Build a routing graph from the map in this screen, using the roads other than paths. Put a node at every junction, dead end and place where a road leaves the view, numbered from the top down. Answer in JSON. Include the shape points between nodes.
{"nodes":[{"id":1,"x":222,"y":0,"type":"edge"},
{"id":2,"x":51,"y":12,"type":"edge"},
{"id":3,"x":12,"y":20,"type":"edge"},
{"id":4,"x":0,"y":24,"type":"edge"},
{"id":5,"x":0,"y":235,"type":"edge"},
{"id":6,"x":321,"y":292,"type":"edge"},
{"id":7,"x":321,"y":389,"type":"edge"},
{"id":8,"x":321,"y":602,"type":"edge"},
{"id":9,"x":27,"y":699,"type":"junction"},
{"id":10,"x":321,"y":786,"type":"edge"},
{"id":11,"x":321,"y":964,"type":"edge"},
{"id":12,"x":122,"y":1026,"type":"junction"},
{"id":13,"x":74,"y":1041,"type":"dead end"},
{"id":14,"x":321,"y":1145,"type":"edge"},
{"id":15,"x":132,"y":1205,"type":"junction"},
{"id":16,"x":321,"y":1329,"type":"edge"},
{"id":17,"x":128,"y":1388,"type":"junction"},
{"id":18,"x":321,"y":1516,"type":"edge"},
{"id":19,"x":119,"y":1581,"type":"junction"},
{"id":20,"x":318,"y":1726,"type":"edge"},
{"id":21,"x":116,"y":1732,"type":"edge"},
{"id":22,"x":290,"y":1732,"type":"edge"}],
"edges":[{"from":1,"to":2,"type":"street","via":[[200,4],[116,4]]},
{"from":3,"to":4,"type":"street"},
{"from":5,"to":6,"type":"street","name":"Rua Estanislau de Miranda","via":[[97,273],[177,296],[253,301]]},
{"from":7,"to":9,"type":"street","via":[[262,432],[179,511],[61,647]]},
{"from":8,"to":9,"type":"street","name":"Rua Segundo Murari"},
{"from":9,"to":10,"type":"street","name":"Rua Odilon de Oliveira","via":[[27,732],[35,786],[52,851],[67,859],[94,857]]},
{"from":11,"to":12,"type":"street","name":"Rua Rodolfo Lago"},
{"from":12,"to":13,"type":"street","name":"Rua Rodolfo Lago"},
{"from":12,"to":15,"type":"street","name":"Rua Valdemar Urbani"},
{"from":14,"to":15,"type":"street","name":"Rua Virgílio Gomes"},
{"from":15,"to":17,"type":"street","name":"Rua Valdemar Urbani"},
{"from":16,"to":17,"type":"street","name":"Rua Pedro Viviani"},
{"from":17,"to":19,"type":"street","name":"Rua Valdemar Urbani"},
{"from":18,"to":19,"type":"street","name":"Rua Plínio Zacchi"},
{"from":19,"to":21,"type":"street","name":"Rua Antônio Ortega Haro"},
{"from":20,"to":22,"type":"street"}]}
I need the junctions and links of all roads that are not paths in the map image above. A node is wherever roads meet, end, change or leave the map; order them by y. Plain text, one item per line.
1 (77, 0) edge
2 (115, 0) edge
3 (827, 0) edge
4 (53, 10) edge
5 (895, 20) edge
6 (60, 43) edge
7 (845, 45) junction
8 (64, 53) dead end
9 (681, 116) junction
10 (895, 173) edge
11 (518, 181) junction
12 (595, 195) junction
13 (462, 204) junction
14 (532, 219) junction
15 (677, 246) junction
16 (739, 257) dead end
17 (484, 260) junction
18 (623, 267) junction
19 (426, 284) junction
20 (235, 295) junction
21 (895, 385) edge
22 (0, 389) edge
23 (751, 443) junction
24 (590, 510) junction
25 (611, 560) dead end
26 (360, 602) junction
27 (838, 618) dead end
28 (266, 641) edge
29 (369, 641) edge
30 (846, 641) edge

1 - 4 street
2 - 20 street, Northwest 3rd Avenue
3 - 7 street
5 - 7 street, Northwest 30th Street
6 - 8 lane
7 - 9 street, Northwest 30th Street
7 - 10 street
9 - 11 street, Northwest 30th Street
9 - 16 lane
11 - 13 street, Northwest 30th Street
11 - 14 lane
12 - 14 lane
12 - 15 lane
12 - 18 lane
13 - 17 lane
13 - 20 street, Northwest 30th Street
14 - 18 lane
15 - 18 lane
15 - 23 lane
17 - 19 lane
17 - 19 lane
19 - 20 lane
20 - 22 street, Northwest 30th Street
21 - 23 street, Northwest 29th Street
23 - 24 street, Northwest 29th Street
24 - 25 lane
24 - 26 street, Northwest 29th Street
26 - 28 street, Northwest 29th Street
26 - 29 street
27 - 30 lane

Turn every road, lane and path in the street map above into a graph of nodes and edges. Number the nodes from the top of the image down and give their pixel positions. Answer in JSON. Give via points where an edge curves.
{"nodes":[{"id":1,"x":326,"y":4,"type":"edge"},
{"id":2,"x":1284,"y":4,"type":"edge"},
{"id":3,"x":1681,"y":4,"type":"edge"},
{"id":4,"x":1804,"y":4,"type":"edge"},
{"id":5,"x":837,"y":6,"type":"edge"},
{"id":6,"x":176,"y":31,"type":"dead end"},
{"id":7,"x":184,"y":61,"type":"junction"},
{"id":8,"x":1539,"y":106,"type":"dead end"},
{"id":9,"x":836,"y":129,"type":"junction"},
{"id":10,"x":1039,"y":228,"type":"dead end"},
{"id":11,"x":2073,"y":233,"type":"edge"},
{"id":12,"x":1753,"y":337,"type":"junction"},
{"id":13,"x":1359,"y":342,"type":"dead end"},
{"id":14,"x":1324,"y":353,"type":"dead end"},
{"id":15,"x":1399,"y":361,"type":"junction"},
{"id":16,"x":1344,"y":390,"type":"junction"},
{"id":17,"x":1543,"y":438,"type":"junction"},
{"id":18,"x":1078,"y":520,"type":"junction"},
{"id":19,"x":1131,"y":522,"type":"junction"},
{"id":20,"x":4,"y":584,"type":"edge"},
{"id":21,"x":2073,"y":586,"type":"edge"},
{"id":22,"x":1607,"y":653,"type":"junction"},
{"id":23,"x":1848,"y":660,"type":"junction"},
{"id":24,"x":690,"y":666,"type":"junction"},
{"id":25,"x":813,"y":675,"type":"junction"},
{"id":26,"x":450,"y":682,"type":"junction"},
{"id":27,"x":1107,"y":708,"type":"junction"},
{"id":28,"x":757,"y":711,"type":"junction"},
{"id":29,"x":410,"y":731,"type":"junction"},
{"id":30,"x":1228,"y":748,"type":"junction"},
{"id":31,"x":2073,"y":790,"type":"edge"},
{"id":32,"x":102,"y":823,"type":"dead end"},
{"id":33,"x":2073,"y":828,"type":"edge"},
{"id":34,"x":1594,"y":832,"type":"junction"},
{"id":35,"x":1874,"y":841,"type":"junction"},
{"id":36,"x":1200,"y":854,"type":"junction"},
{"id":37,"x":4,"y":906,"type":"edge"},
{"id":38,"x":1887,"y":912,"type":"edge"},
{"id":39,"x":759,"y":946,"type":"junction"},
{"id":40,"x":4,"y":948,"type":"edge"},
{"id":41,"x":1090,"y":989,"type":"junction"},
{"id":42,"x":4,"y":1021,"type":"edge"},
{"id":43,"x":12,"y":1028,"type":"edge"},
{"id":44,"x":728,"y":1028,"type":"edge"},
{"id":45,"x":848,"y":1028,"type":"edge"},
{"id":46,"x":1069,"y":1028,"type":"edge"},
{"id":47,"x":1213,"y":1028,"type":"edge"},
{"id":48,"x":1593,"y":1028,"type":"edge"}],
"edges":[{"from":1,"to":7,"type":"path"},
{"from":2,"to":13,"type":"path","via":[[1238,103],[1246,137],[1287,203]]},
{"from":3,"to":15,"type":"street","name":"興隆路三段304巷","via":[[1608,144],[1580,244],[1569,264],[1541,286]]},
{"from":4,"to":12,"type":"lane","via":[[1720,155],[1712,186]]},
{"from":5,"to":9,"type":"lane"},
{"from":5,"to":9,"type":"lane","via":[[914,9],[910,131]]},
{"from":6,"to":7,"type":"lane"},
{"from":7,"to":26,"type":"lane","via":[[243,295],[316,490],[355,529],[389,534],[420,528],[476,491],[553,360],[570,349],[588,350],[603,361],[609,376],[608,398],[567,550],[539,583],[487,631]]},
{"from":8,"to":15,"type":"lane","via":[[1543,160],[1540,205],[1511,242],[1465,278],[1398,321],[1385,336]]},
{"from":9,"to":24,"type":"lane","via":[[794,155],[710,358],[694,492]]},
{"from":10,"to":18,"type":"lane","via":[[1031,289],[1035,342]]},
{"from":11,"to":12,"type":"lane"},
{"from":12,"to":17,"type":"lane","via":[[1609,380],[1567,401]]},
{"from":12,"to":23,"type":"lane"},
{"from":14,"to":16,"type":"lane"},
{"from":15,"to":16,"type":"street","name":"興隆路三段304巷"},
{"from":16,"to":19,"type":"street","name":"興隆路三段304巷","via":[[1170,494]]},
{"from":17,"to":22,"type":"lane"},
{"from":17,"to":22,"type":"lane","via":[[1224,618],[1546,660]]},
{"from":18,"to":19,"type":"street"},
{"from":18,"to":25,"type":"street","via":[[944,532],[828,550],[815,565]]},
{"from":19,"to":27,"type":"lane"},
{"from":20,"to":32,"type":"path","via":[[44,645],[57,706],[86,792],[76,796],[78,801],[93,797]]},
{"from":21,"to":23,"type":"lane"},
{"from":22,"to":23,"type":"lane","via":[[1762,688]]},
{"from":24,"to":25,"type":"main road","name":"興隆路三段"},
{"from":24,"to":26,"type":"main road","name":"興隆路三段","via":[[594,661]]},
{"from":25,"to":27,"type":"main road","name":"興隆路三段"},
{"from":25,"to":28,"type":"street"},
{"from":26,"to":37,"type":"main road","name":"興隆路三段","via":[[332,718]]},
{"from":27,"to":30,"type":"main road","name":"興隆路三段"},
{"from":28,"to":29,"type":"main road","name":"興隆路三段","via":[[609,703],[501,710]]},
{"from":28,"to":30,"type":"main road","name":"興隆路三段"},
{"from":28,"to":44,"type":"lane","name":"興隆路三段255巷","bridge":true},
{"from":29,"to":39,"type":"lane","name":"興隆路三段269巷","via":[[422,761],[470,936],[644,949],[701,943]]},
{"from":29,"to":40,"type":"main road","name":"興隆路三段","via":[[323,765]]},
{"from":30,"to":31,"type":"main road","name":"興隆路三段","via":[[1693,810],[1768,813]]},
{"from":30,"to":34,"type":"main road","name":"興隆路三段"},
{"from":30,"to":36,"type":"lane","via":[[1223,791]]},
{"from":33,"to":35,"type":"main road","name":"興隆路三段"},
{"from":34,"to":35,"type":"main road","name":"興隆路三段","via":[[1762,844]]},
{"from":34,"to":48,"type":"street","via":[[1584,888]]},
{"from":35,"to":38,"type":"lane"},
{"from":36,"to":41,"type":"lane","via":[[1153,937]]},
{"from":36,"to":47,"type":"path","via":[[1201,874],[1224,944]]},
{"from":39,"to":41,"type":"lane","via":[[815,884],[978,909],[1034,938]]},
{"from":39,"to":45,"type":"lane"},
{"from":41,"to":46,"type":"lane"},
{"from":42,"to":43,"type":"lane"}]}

::::

## EXERCISE:
Only a number is expected in reply: how many lines of the entries hold the word "nodes"?

## RESPONSE:
4